Fortunately, Jones’ manager prevented the singer from burning bridges with the most influential band on the planet and punching the prodigal Lennon wouldn’t have been a good look. “Gordon Mills says ‘It’s his sense of humour, don’t’. Which of course it was, and we became friends later on. He was taking the mick or taking the piss, so that was his sense of humour,” the singer added.

This event was a big occasion for Jones. It was one of his first-ever appearances on television, and the nation was waiting patiently on their television sets to deliver the crooner from the valleys. It was his moment to make an impression, and with The Beatles on the line-up, he knew the programme was unmissable television.

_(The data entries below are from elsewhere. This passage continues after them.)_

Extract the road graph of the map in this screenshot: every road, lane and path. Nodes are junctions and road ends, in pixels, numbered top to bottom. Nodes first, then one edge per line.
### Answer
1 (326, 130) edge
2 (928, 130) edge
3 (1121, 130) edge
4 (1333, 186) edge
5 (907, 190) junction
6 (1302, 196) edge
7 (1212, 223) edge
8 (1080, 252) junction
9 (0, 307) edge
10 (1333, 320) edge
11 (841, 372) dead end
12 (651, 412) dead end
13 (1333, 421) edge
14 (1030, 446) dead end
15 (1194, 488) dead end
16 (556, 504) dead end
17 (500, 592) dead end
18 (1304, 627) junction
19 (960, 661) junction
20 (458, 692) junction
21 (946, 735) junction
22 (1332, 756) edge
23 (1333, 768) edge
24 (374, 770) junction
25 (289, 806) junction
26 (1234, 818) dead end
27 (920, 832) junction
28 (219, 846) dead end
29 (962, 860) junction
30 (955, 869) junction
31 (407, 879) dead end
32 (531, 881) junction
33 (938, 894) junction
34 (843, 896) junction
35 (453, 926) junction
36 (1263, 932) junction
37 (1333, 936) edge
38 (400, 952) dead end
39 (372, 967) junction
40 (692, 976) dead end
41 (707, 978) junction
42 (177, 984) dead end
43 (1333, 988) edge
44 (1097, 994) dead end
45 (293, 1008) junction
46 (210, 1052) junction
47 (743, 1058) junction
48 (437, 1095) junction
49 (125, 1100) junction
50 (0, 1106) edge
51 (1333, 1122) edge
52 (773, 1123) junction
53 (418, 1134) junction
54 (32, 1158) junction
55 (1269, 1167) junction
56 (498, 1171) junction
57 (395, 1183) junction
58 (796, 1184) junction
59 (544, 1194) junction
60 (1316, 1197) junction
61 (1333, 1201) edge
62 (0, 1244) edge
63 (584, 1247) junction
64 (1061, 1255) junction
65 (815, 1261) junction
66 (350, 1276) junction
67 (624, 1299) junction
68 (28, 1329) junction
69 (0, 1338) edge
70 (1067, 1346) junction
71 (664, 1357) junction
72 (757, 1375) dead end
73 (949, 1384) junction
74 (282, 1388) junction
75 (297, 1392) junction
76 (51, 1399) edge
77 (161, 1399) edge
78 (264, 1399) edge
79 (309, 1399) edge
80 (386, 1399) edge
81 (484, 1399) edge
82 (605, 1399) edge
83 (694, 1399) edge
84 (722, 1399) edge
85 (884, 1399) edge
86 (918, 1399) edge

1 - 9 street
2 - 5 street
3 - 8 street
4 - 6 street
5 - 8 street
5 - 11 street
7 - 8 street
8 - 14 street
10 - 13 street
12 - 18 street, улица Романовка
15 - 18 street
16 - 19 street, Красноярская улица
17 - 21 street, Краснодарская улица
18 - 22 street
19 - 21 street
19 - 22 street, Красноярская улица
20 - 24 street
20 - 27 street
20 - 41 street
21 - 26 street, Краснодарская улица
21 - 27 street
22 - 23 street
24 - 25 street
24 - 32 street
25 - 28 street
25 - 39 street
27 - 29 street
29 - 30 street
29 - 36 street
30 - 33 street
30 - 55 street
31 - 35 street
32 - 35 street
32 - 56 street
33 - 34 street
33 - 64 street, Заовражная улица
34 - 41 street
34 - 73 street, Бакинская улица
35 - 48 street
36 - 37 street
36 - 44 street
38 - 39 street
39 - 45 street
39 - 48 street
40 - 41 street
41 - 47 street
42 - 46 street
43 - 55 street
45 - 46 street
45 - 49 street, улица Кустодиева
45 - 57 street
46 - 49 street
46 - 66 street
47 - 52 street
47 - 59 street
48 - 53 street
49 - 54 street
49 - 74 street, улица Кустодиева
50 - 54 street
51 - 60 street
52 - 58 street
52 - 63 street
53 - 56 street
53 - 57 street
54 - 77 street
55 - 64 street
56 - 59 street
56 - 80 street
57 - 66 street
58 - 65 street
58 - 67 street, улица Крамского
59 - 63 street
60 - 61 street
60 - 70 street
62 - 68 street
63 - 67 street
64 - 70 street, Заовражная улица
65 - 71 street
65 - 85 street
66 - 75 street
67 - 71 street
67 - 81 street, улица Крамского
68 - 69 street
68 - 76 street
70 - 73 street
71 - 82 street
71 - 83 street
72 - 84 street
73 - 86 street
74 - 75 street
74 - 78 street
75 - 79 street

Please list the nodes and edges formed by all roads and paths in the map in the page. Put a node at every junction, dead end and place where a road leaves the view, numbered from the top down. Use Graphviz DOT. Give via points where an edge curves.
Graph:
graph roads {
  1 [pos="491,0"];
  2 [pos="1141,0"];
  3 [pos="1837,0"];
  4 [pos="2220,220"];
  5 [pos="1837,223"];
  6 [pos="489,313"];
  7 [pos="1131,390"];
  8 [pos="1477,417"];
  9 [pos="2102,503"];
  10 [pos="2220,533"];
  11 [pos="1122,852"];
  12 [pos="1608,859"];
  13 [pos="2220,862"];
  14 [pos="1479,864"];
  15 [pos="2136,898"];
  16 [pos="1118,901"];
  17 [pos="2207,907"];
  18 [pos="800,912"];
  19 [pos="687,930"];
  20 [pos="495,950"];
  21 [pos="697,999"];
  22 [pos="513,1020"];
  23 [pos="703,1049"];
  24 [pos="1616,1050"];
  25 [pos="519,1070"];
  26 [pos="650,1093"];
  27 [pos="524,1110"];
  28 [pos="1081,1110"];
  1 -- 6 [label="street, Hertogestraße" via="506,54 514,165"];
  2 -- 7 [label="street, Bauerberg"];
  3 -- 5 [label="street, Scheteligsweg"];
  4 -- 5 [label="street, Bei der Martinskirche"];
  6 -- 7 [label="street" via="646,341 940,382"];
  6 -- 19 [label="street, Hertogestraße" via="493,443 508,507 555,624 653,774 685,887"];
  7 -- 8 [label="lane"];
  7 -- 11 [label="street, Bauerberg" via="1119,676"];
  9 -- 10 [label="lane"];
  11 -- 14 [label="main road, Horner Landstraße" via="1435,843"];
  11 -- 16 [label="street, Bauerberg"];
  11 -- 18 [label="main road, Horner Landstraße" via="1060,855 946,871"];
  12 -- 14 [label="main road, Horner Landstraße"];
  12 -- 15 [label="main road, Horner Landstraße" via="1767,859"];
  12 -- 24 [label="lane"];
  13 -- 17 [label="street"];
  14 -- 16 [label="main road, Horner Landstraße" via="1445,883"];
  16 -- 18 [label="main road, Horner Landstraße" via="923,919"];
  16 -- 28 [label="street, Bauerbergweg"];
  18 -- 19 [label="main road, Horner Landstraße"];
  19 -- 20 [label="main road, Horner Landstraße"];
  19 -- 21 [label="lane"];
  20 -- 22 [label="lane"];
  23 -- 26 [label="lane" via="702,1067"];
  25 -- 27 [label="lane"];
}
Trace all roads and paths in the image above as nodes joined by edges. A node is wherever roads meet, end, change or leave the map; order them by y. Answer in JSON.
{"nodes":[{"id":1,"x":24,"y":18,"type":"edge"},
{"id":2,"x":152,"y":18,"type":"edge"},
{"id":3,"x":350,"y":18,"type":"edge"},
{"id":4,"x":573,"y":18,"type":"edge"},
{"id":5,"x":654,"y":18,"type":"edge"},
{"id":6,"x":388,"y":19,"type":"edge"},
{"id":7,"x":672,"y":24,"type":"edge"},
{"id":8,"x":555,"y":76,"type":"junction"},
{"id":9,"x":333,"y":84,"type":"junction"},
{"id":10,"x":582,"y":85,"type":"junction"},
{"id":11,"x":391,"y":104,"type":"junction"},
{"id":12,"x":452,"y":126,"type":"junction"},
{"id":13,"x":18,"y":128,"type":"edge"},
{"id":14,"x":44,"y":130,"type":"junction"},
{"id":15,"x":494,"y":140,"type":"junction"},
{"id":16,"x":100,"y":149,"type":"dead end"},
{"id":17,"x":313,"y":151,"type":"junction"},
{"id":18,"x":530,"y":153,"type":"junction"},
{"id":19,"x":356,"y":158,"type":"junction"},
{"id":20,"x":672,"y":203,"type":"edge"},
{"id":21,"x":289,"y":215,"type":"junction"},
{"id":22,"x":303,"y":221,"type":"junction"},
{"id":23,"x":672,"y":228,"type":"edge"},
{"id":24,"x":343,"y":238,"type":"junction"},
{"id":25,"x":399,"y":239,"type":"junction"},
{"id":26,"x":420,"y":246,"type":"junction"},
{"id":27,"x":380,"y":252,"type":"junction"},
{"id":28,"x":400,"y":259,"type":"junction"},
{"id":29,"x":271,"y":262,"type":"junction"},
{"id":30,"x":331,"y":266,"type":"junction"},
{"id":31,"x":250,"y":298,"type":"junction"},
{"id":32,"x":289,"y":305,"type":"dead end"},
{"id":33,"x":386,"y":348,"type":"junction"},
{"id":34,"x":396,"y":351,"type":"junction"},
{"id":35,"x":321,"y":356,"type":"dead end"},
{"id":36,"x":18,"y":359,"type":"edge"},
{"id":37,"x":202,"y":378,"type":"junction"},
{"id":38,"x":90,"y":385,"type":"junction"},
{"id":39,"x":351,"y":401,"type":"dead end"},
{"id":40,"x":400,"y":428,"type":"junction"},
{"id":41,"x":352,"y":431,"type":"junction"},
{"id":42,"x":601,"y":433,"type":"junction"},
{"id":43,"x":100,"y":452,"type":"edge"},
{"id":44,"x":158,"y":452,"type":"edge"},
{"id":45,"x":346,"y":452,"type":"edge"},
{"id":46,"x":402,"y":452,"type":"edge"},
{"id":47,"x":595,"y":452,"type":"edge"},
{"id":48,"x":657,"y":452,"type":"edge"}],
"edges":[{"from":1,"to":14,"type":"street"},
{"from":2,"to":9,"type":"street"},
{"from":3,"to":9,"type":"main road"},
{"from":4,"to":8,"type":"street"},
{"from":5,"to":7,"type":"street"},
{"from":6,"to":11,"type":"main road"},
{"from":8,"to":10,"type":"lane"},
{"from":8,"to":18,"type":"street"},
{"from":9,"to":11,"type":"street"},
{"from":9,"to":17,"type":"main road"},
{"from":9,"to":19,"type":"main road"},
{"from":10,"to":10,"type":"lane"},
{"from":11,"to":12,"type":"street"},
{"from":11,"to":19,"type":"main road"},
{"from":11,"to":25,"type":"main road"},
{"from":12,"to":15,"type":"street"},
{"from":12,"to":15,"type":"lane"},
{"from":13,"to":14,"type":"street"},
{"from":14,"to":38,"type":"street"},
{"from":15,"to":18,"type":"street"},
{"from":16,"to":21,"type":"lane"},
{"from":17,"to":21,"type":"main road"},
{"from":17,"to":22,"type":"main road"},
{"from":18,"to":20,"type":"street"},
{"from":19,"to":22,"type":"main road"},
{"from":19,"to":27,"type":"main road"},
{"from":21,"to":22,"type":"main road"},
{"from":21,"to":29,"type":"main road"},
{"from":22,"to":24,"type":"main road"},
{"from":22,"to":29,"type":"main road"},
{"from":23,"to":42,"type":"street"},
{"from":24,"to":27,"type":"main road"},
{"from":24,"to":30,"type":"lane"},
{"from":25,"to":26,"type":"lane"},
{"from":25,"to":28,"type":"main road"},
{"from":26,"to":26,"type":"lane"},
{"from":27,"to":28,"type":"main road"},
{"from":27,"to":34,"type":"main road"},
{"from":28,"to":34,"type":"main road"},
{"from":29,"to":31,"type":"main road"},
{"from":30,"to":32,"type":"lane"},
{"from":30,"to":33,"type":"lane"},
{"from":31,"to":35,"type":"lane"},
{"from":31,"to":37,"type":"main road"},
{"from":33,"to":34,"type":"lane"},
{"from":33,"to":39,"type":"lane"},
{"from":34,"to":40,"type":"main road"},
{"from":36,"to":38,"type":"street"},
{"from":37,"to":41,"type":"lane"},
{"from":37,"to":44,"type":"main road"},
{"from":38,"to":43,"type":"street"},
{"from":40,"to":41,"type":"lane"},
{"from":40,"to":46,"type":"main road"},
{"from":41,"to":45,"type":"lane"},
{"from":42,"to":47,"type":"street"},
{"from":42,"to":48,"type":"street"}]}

Discussing the incident later interview with the Liverpool Echo,” Jones added: “Paul McCartney said to me, ‘If John Lennon made fun of a song, it means he likes it, because he wouldn’t make a comment on it if it didn’t strike him’.” For that reason, Jones has always worn the encounter as a medal of honour.

There’s no doubt that Lennon’s behaviour in this instance is completely unsavoury, and using homophobic slurs is utterly shameful which Jones had every right to respond with a forceful Welsh right hook, but that could have spelt disaster for his career. Bizarrely, Lennon only spoke to Jones in such a manner because he held respect for him, but it’s not the best way to make a first impression, in all honesty, John.